Barcelona is the maze of the old town, that first felt sinister on the day we pulled up with five people and fifteen suitcases and my dad walked up to the apartment, walked back down the stairs, and said, to my mom, “Kathryn, I don’t know if this is going to work.” Barcelona is the look she gave him in return before picking up my brothers’ bags and heading up the stairs to see for herself.
Barcelona is the hectic tapas restaurants, full of tourists trying to order in English and ex-pats looking superior, as if that hadn’t been them a year ago, or two, or five, but it was them once.
Barcelona is the night bus, where I finally turned around to the group of loud college students doing their semester abroad and gave them directions to the bar they were looking for, in English, so they’d stop yelling.
Barcelona is a bench outside a Dunkin’ Donuts (mysteriously called Dunkin’ Coffee in Spain) where my boyfriend broke up with me, and, like the overly emotional teenager that I was, I continued to sit for the next hour or so, looking at the bright orange and pink letters alone.
Barcelona is a moment at night, with a different boy, when I went swimming at night. I stepped on a fish, and it wriggled beneath my foot. Barcelona is the feeling of two lives struggling against each other, Barcelona is the glow of green lights from a bar down the beach. Barcelona is a long walk down a street you’ve never seen before, drinking orange juice and falling in love with someone.
Barcelona is the time I dropped my newly acquired Spanish cell phone down into the tracks of the metro stop closest to my school. Barcelona is the mixture of Spanish, Catalan, and English I used when I tried to explain to the metro employee what had happened. My reflection in the glass of the door to her office showed the desperation in my face, which seemed silly when she smiled, grabbed a giant pair of grabby things that looked like scissors, and calmly extracted my blue and white Nokia from the tracks.
Barcelona is the feeling of terror I got every time I walked around the city with my youngest brother, then five, a feeling that I didn’t know how to care for someone so small and fragile in such a big and dangerous place. Barcelona is the feeling of relief I got every time we arrived home safely, Barcelona is the smile on his face whenever we went somewhere new, like the chocolate museum or the zoo or the playground near the beach.
Barcelona is the first sip of mojito, unintended, and prompted by my ex-boyfriend’s snide “she doesn’t drink” when the waiter came by asking for our orders. Barcelona’s bus system that night felt new and too bright and complicated.
Barcelona is stumbling barefoot home down the Paseig de Gracia on my seventeenth birthday, singing Lily Allen and feeling too safe. Barcelona is a feeling of being untouchable, unbreakable, unshakable, young and in love and happy.
Barcelona is the first time I understood what my Spanish classmates were talking about during lunch breaks at school, and exclaimed, “oh! You’re calling him gay!” And then shut my mouth quickly but smiled, because I knew Spanish!
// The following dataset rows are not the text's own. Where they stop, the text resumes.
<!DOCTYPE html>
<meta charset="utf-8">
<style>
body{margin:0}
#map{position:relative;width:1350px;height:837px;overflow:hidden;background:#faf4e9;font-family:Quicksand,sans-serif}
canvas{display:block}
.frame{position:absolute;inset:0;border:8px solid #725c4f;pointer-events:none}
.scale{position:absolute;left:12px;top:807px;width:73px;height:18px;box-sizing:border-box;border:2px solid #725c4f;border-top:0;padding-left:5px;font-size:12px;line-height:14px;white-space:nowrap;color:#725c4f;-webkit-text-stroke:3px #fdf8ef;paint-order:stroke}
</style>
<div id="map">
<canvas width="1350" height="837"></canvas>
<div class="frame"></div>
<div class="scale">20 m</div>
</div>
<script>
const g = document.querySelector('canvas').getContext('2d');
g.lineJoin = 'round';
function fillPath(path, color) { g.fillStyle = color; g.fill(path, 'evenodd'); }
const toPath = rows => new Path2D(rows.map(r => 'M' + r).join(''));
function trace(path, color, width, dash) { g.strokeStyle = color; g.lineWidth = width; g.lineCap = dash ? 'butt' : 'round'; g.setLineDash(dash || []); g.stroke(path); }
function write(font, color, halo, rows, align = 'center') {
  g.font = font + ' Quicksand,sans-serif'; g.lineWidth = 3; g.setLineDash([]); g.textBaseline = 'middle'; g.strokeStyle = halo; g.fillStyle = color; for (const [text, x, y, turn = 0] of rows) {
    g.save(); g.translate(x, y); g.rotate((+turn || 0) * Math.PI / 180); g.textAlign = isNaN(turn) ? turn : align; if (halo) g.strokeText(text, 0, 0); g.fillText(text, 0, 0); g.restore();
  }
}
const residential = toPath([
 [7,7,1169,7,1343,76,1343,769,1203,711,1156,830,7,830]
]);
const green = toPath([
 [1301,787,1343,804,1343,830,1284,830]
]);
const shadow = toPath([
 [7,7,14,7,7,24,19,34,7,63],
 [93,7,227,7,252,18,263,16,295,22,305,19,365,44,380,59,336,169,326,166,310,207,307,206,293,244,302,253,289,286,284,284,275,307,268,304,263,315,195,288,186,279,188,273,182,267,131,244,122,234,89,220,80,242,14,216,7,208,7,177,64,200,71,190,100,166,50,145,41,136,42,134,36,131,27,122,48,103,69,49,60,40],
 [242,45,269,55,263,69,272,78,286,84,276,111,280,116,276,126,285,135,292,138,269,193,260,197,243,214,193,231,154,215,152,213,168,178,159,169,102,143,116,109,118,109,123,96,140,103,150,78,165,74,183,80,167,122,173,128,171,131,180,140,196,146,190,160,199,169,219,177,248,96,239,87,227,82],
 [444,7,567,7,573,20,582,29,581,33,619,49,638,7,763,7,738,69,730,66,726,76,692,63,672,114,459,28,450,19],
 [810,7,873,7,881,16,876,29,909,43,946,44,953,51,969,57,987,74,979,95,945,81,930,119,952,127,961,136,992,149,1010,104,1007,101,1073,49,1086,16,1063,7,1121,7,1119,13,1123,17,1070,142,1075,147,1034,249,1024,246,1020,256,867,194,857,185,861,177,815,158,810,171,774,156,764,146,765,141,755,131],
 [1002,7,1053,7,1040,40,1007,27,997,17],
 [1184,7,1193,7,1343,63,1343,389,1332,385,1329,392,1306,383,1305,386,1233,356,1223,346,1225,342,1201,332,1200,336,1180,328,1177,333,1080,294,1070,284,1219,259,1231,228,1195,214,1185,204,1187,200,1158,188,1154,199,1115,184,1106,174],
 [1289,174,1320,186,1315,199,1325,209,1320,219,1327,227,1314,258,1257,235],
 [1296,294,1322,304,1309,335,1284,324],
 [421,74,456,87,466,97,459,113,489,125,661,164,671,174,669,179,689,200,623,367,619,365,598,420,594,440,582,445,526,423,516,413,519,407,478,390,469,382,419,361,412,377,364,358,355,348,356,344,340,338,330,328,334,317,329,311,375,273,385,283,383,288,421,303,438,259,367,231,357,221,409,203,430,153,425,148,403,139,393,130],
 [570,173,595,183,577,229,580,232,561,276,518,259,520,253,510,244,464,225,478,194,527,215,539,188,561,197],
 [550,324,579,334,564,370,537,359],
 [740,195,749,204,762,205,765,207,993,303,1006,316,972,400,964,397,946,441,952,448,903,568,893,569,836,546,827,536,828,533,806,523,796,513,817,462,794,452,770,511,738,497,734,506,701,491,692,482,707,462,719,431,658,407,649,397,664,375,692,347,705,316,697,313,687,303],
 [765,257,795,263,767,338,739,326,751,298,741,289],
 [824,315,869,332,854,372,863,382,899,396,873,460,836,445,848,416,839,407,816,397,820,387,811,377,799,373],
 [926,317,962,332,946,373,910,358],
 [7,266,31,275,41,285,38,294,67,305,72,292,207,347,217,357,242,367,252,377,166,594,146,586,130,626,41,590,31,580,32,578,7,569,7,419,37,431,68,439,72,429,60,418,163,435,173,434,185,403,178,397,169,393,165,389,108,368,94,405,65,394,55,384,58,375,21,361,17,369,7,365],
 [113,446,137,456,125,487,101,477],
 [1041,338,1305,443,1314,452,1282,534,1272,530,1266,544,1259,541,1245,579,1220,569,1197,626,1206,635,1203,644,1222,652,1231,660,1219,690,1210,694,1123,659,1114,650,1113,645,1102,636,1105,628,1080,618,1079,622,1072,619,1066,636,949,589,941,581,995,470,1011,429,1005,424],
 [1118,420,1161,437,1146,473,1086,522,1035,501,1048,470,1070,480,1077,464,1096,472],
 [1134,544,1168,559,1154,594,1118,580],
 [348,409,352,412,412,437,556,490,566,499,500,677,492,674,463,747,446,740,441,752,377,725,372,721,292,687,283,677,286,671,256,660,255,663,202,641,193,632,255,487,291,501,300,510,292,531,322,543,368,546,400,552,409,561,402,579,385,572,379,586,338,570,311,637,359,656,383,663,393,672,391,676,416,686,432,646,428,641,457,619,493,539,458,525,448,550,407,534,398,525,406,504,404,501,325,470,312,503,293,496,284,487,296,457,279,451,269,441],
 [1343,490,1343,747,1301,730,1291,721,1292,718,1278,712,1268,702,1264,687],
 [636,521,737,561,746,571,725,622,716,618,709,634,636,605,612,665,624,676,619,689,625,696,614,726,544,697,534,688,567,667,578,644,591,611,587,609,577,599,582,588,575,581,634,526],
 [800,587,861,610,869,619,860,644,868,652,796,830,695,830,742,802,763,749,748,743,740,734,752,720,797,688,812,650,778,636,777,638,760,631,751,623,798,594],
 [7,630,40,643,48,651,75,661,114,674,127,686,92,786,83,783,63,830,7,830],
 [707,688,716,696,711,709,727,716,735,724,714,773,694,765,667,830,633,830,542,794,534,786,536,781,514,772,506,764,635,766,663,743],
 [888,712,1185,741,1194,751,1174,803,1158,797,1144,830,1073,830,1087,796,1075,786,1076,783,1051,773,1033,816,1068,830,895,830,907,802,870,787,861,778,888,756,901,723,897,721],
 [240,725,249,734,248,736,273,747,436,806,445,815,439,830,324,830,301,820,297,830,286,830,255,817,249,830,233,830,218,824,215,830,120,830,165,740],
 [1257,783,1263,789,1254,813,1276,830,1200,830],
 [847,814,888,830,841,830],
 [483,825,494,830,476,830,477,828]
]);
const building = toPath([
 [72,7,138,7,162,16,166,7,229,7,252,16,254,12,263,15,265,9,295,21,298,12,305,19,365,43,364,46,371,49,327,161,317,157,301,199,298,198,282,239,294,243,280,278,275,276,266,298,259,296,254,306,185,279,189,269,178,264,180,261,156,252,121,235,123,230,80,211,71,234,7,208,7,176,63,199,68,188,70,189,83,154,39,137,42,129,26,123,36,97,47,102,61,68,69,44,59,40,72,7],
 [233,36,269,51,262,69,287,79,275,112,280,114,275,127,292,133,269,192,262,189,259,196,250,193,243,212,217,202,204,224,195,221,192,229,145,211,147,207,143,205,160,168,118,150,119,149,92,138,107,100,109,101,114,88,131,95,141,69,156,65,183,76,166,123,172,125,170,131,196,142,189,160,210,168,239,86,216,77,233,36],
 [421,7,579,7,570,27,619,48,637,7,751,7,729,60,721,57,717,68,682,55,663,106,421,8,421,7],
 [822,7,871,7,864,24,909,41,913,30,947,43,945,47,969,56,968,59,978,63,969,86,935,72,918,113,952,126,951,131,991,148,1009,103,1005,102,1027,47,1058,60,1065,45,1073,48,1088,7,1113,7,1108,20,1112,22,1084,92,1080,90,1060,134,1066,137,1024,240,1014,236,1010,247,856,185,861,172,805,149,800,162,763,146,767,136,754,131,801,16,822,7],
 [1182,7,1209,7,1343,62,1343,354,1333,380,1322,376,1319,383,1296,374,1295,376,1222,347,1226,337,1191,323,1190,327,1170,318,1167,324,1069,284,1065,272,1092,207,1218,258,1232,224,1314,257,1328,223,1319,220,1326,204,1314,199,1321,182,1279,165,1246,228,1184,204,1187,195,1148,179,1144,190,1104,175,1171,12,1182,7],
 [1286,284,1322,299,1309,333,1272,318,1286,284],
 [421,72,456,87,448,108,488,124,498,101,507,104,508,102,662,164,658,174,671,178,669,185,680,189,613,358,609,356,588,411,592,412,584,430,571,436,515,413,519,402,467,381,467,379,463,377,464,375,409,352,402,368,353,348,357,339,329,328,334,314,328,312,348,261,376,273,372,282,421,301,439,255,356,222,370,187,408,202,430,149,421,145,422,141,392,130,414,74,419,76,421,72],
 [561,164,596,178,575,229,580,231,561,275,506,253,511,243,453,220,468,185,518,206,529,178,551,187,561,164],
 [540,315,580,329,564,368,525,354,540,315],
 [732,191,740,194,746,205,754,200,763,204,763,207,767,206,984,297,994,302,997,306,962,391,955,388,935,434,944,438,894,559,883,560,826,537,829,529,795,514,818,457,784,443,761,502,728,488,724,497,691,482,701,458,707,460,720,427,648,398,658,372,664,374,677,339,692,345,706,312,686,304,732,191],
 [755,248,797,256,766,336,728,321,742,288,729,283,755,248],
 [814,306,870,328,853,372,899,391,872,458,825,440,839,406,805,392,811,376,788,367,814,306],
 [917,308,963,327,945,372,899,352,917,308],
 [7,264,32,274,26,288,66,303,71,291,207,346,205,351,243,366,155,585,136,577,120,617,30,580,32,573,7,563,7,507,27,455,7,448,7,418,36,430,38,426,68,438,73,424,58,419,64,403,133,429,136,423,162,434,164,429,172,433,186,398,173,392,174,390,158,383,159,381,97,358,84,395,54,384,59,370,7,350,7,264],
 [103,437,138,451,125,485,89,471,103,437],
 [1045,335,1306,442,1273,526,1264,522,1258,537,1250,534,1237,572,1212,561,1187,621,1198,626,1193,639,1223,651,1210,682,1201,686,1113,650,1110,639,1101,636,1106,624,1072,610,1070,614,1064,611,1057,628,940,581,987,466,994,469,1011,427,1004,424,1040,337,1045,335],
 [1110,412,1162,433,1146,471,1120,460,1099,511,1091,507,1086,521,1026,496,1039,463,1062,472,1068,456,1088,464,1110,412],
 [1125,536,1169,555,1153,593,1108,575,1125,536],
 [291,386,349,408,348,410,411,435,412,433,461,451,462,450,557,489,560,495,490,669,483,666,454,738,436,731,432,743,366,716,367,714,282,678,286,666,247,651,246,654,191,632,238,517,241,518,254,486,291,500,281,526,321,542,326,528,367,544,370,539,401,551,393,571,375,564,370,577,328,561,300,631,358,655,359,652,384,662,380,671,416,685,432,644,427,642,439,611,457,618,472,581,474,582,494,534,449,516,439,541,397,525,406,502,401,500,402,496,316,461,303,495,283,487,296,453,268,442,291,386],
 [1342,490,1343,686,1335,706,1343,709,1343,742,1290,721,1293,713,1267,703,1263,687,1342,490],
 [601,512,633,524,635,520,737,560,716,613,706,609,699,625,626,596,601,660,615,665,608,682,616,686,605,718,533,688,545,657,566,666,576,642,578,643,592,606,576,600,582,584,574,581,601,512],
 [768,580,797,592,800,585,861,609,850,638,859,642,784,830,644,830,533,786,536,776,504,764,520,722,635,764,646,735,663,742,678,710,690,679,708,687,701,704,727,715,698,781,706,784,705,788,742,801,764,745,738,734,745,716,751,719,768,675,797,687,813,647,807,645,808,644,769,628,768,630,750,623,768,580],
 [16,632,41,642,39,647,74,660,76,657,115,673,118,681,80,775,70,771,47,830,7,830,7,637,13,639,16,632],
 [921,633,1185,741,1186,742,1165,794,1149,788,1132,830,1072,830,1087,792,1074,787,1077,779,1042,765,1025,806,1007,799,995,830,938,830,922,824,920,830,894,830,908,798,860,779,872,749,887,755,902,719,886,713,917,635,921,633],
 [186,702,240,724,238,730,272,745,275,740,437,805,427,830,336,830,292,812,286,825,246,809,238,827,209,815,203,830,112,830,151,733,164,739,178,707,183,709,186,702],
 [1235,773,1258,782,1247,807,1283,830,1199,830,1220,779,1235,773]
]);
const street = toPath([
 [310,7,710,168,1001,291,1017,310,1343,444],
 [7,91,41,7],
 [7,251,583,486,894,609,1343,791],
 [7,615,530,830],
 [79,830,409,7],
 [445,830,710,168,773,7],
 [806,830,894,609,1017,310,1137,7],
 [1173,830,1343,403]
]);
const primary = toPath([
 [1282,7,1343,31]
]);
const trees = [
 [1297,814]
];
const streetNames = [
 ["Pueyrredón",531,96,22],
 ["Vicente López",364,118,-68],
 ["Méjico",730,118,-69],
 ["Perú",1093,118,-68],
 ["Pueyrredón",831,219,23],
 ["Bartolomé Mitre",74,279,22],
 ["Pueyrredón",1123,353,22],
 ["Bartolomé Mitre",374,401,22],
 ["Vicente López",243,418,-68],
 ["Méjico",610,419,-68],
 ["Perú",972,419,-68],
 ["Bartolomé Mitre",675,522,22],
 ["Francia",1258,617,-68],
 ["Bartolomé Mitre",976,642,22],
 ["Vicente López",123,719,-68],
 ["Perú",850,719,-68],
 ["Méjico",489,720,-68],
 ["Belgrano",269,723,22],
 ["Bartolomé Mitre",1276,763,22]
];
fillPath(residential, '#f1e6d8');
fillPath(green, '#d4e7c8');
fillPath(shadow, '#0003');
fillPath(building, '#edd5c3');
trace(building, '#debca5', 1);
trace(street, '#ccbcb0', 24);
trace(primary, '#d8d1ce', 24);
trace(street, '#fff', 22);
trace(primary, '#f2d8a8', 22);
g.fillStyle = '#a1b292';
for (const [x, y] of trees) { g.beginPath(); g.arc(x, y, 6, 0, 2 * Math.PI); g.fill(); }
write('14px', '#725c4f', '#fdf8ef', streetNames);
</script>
Barcelona is my first Spanish oral exam, a long interview with Senor Ricos. Afterward, he looked at me puzzled and said, “you were speaking about half Catalan.” And I said, “but I don’t know Catalan!” so he laughed, and replied, “well, evidently you do!”
Barcelona is the tutoring center for impoverished kids in the worst neighborhood (on the “bad side” of the Ramblas) where the kids would translate their assignment from Catalan to Spanish for me, so I could help them. And then I’d translate it from Spanish to English, formulate an answer, translate the answer back into Spanish, and feed it to them, so they could translate it to Catalan and write it down in small blue notebooks.
Barcelona is the moment after graduation when the plane took off and I looked out the window, and watched the city getting smaller beneath me, and whispered goodbyes to everyone who I had loved, everyone who had loved me. Barcelona is the word “vivir,” Spanish for “to live,” tattooed behind my ear, Barcelona will be with me forever, Barcelona te quiero, por toda mi vida.